Metastasis is the primary cause of mortality- with bone being the most common site of distant metastasis in breast and prostate cancer (BC, PC) patients. Standard therapies for bone metastasis offer palliative rather than curative care, and response to checkpoint-based immunotherapies have been underwhelming to date. Hence, there is an urgent need to understand the mechanisms of bone metastases and immune evasion in bone to develop superior and targeted therapeutic strategies.
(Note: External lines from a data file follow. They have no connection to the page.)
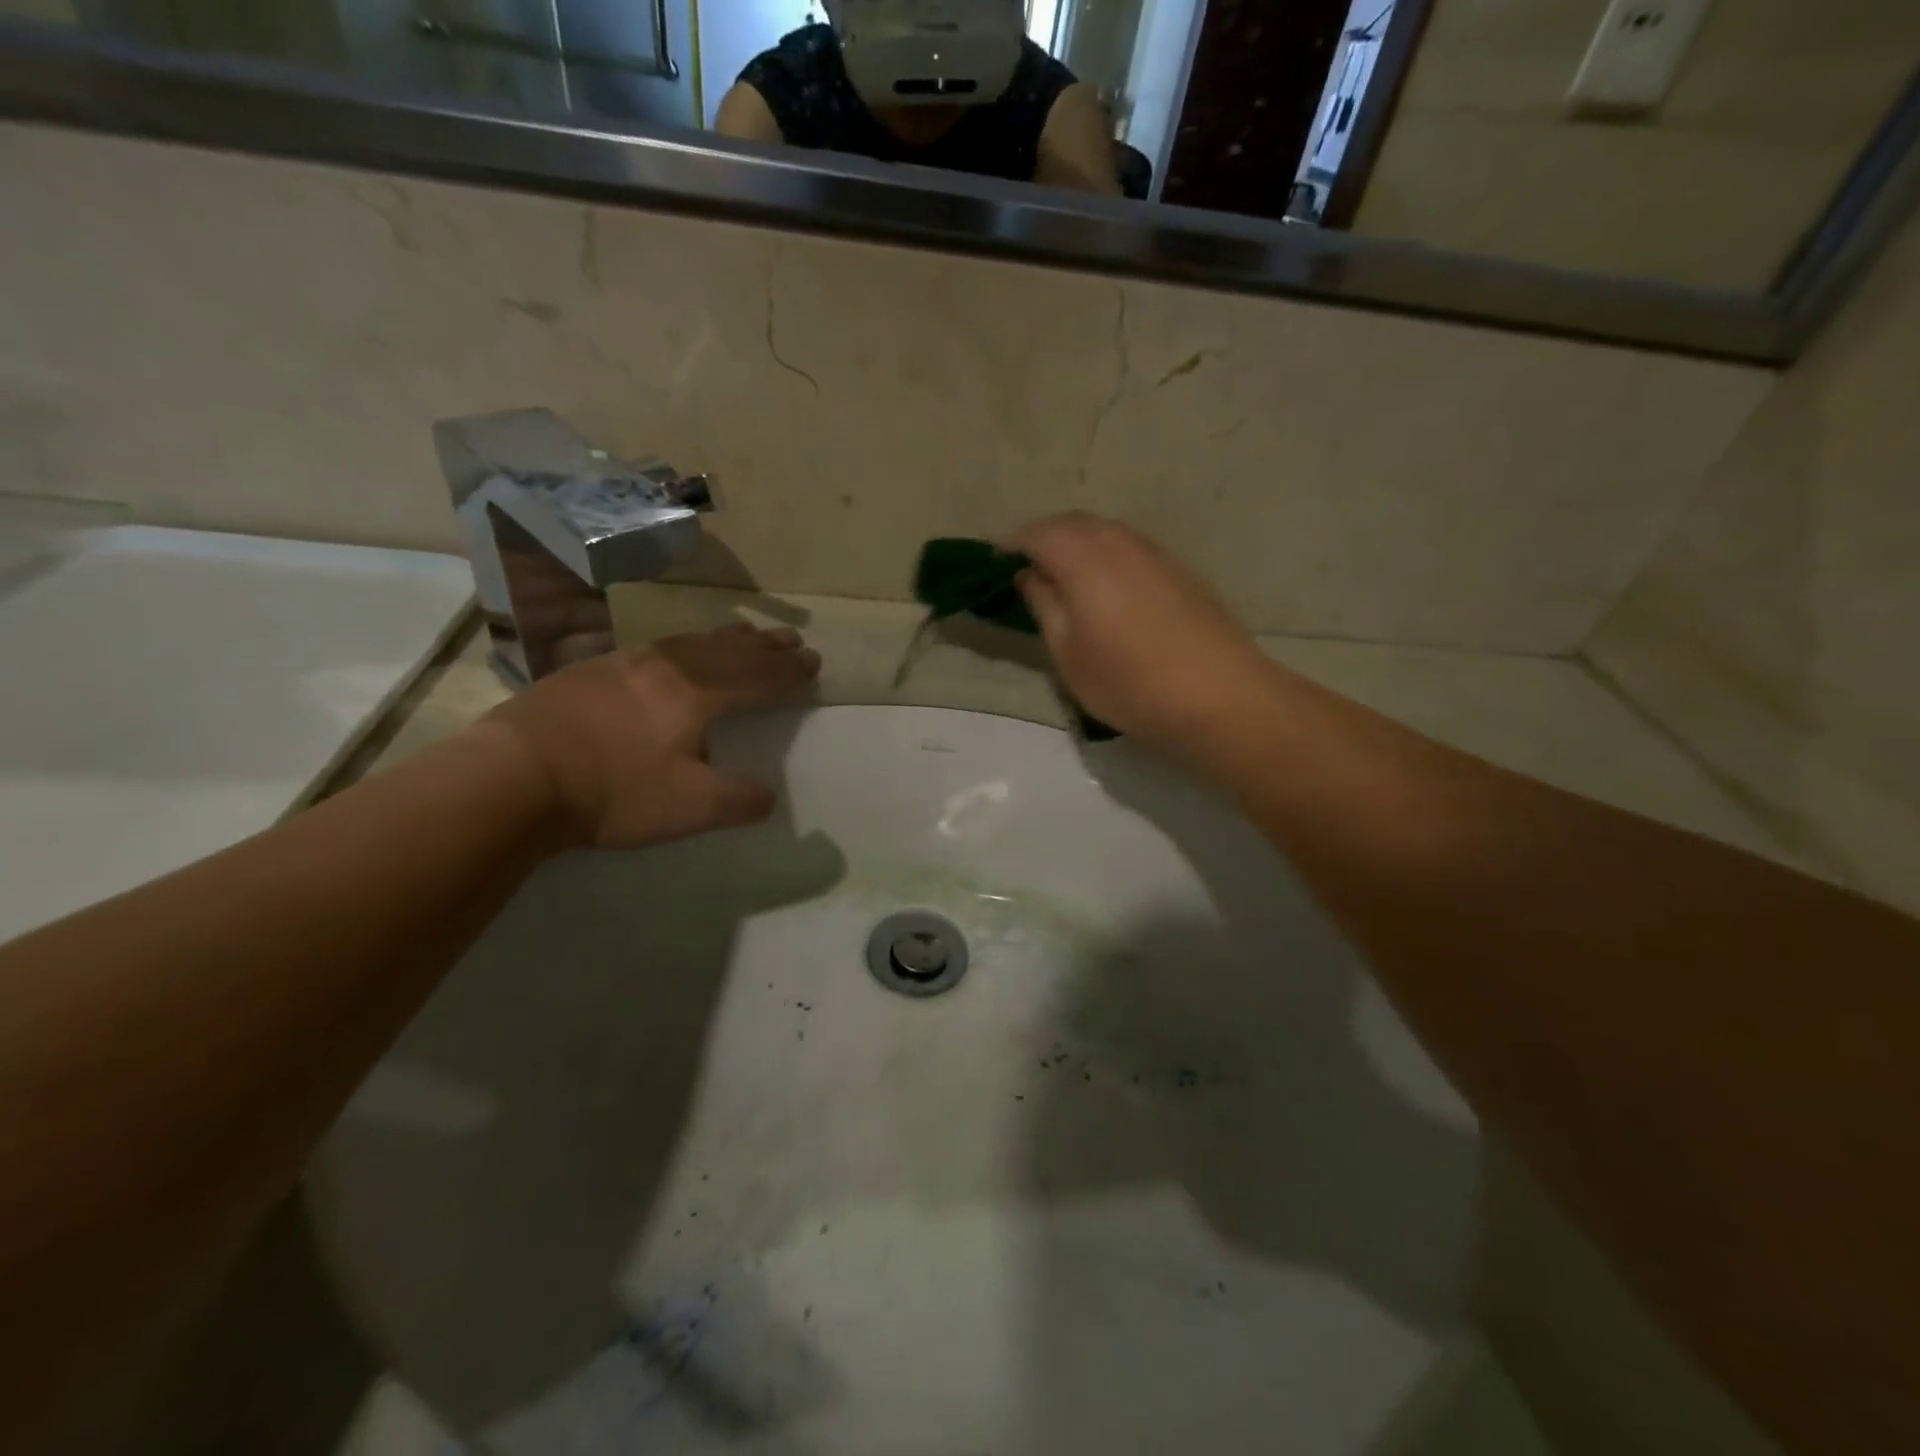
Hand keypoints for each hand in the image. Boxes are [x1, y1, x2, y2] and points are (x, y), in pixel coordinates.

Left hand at [480, 624, 819, 848]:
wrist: (515, 776)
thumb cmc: (613, 791)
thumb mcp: (690, 808)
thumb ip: (738, 801)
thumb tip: (769, 796)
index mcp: (697, 695)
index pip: (756, 679)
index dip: (788, 674)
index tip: (814, 664)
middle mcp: (667, 667)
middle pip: (729, 650)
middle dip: (766, 648)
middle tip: (793, 640)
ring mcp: (625, 663)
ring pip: (692, 642)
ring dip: (728, 639)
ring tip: (749, 634)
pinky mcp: (591, 669)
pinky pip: (658, 647)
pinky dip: (687, 644)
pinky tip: (677, 651)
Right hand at [1011, 513, 1278, 754]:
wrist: (1219, 696)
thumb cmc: (1129, 682)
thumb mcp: (1068, 653)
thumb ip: (1043, 605)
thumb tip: (1029, 575)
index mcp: (1084, 558)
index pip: (1037, 534)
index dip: (1010, 545)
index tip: (994, 564)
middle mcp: (1119, 542)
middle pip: (1071, 524)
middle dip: (1043, 538)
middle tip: (1024, 569)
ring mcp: (1154, 552)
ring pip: (1104, 532)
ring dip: (1076, 544)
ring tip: (1062, 578)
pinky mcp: (1179, 569)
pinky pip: (1129, 547)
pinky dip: (1105, 555)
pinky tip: (1105, 588)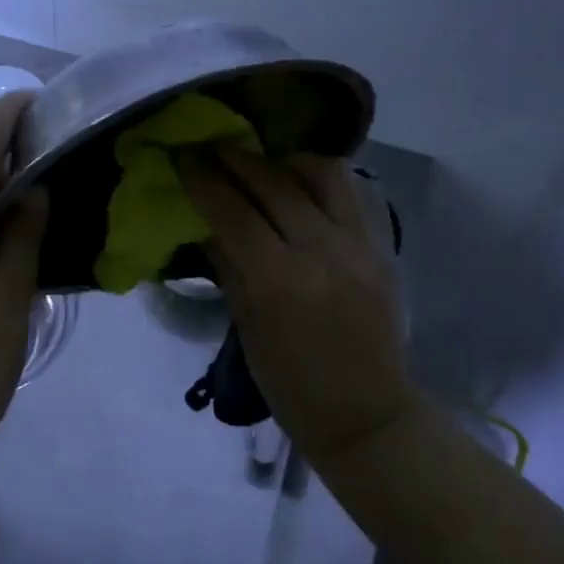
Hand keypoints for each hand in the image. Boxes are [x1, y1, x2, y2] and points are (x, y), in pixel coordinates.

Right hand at [177, 148, 414, 465]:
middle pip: (272, 182)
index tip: (182, 156)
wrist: (367, 415)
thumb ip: (228, 268)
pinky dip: (319, 177)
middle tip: (210, 147)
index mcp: (279, 281)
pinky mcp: (381, 245)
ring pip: (320, 172)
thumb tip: (205, 223)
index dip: (203, 179)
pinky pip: (350, 192)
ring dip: (283, 159)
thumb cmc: (292, 386)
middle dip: (234, 159)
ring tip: (262, 162)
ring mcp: (357, 244)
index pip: (232, 211)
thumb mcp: (247, 329)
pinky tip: (300, 182)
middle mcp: (321, 250)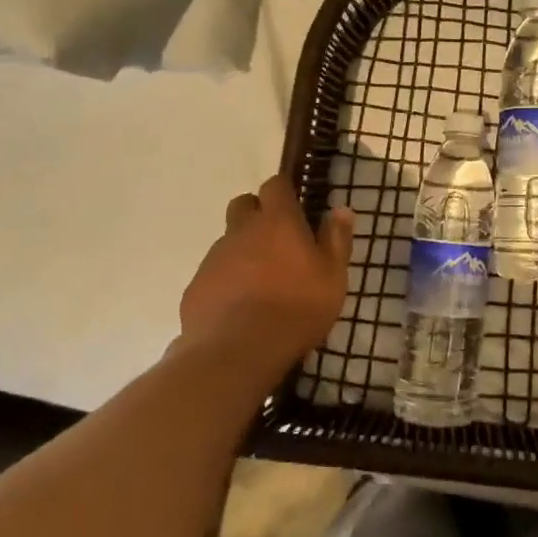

Work in our laboratory has uncovered a mechanism of immune evasion in bone, whereby tumour cells shut down type I interferon (IFN) signalling to promote their survival and outgrowth. Type I IFNs are secreted cytokines that not only regulate immune cell activation and anti-cancer function but also dictate tumour cell immunogenicity. Hence, the tumour inherent dampening of IFN signalling may be responsible for the failure of current therapies, particularly immunotherapies. This project aims to uncover the timing of tumour IFN loss during metastasis, the mechanisms by which the pathway is suppressed in the bone niche, and the reversibility of such loss to restore tumour cells invisibility. Using syngeneic models of bone metastasis and patient derived breast and prostate cell lines linked to IFN reporter systems, we have profiled the expression of IFN regulators and targets in metastatic lines and the bone-specific mechanism of signalling loss.
By testing the stability of loss and impact of IFN inducers and chromatin modifying agents (including HDACi), we aim to uncover new therapeutic approaches to restore tumour cell immunogenicity and enhance the impact of immunotherapies in bone metastasis to reduce patient mortality.